■ Input material ■

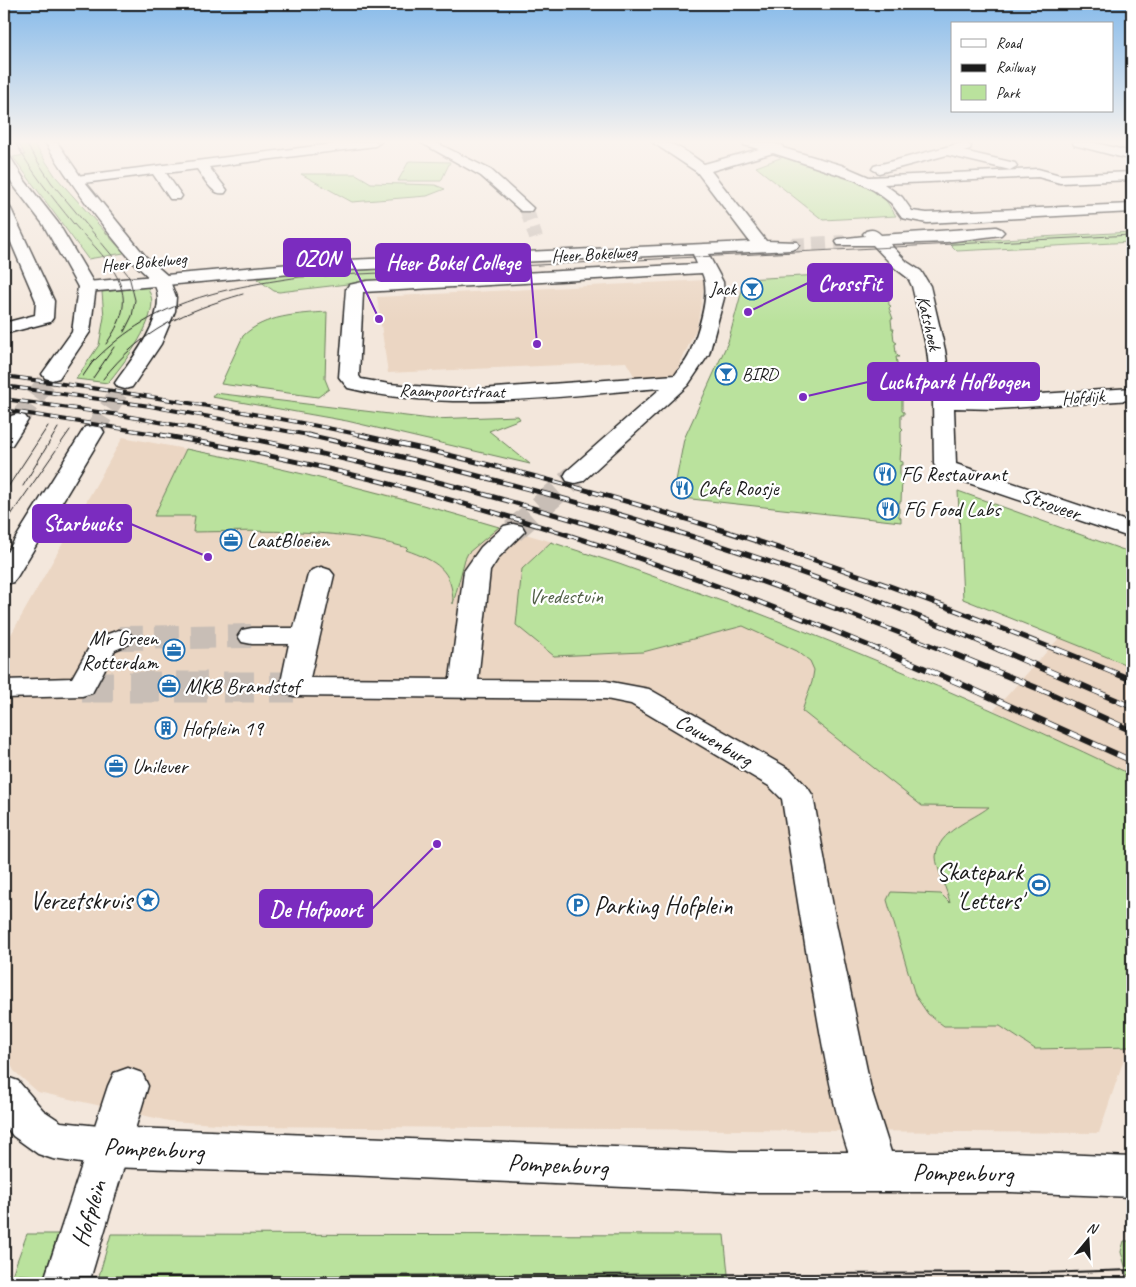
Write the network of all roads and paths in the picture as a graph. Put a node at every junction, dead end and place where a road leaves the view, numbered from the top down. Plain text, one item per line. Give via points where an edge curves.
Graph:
1 (33, 202) edge
2 (95, 202) edge
3 (519, 202) edge
4 (727, 202) edge
5 (897, 202) edge
6 (526, 208) tunnel mouth
7 (1132, 208) edge
8 (4, 209) edge
9 (1012, 231) dead end
10 (906, 236) junction
11 (873, 237) junction
12 (841, 239) tunnel mouth
13 (789, 241) tunnel mouth
14 (759, 243) junction
15 (696, 246) junction
16 (709, 268) junction
17 (156, 275) junction
18 (916, 276) junction
19 (87, 287) junction
20 (360, 287) joint
21 (4, 328) edge
22 (52, 374) tunnel mouth
23 (681, 381) junction
24 (125, 383) tunnel mouth
25 (1132, 394) edge
26 (943, 402) junction
27 (18, 420) tunnel mouth
28 (93, 432) tunnel mouth
29 (4, 440) edge
30 (575, 476) tunnel mouth
31 (513, 531) tunnel mouth
32 (1132, 532) edge
33 (321, 575) dead end
34 (4, 577) edge
35 (252, 636) tunnel mouth
36 (305, 636) junction
37 (119, 638) tunnel mouth
38 (4, 689) edge
39 (463, 690) junction
40 (128, 1086) dead end
41 (4, 1094) edge
42 (108, 1147) junction
43 (876, 1171) junction
44 (1132, 1177) edge
45 (66, 1283) edge

1 - 19 street
2 - 17 street
3 - 6 street
4 - 14 street
5 - 7 street via 907,215 927,218
8 - 21 street via 46,301 44,318
9 - 10 street
10 - 11 street
10 - 18 street, Katshoek via 921,265
11 - 12 street
11 - 18 street, Katshoek
13 - 14 street, Heer Bokelweg
14 - 15 street, Heer Bokelweg
15 - 16 street
15 - 17 street, Heer Bokelweg
16 - 20 street, Heer Bokelweg
16 - 23 street via 715,282 715,298 699,354
17 - 19 street, Heer Bokelweg
17 - 24 street via 167,297 166,311 152,344
18 - 26 street, Katshoek via 936,350
19 - 22 street via 81,332
20 - 23 street, Raampoortstraat via 355,289 349,370 355,384 467,396
23 - 30 street
25 - 26 street, Hofdijk via 996,403
26 - 32 street, Stroveer via 947,468
27 - 29 street
28 - 34 street
31 - 39 street via 490,552 477,571
33 - 36 street, Couwenburg
35 - 36 street
36 - 39 street, Couwenburg via 294,687
37 - 38 street via 104,645 82,687
39 - 43 street, Couwenburg via 606,690 639,696 780,778 797,796 851,1089
40 - 42 street, Hofplein
41 - 42 street, Pompenburg via 28,1124 53,1140
42 - 43 street, Pompenburg via 740,1172
42 - 45 street, Hofplein
43 - 44 street, Pompenburg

■ Exercise description ■
Scan the records above for the word "mouth" and return every line where it occurs.

■ Reply ■
6 (526, 208) tunnel mouth
12 (841, 239) tunnel mouth
13 (789, 241) tunnel mouth
22 (52, 374) tunnel mouth
24 (125, 383) tunnel mouth
27 (18, 420) tunnel mouth
28 (93, 432) tunnel mouth
30 (575, 476) tunnel mouth
31 (513, 531) tunnel mouth
35 (252, 636) tunnel mouth
37 (119, 638) tunnel mouth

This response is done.